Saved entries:
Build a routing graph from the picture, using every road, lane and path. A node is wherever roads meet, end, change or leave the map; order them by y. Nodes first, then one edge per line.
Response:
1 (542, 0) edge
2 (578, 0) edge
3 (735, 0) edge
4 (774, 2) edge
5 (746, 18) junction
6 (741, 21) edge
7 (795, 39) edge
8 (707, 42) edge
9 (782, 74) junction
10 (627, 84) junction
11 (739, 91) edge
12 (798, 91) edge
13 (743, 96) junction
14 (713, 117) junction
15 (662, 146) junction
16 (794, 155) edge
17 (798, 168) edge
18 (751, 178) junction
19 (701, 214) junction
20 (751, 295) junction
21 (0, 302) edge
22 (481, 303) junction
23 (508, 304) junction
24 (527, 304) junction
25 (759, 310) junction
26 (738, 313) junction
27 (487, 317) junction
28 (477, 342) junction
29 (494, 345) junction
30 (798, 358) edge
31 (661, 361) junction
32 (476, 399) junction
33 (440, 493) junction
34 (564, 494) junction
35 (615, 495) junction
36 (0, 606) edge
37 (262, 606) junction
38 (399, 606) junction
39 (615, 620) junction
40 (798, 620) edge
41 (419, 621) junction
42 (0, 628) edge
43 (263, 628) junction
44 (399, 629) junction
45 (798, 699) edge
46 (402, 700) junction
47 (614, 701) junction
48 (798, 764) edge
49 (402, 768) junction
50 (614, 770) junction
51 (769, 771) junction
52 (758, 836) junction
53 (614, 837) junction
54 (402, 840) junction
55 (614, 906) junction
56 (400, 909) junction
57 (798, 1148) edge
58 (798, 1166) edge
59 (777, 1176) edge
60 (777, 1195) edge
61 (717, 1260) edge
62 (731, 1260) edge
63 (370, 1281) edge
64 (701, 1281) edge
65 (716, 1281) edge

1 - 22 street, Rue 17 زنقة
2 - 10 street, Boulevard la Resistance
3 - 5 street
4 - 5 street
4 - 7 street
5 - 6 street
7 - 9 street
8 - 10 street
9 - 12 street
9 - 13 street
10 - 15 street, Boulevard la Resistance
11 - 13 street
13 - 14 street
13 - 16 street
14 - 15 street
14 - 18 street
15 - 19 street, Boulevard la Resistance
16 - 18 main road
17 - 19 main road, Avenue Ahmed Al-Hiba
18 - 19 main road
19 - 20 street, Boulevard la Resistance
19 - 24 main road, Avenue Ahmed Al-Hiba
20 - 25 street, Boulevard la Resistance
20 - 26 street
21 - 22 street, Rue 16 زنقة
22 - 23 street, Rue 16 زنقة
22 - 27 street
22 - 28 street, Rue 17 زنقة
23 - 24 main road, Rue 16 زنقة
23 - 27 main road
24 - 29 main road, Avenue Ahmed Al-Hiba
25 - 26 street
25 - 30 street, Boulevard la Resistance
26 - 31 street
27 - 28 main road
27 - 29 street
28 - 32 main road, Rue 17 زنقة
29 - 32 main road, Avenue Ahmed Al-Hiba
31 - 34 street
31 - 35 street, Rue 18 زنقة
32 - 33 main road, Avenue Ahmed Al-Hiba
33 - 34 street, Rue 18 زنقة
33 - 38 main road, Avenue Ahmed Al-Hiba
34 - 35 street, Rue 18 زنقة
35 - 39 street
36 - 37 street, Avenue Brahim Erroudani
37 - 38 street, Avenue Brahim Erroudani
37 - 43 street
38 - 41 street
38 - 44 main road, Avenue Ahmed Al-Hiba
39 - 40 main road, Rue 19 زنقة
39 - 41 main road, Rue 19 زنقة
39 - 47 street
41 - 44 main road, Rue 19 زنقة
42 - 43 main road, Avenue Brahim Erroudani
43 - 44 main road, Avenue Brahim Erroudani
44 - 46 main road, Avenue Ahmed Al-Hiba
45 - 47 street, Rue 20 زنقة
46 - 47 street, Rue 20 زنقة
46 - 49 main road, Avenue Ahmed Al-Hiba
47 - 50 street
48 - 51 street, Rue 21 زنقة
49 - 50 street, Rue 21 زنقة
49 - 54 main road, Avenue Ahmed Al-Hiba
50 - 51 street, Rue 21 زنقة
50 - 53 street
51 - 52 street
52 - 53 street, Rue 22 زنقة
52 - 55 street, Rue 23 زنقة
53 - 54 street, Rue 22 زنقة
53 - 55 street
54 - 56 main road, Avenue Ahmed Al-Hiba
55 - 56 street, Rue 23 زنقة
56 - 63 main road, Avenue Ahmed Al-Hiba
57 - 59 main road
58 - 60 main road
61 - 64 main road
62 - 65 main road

Exercise instructions:
A single number is required: the count of lines in the data that contain the string "Ahmed".

Written response:
12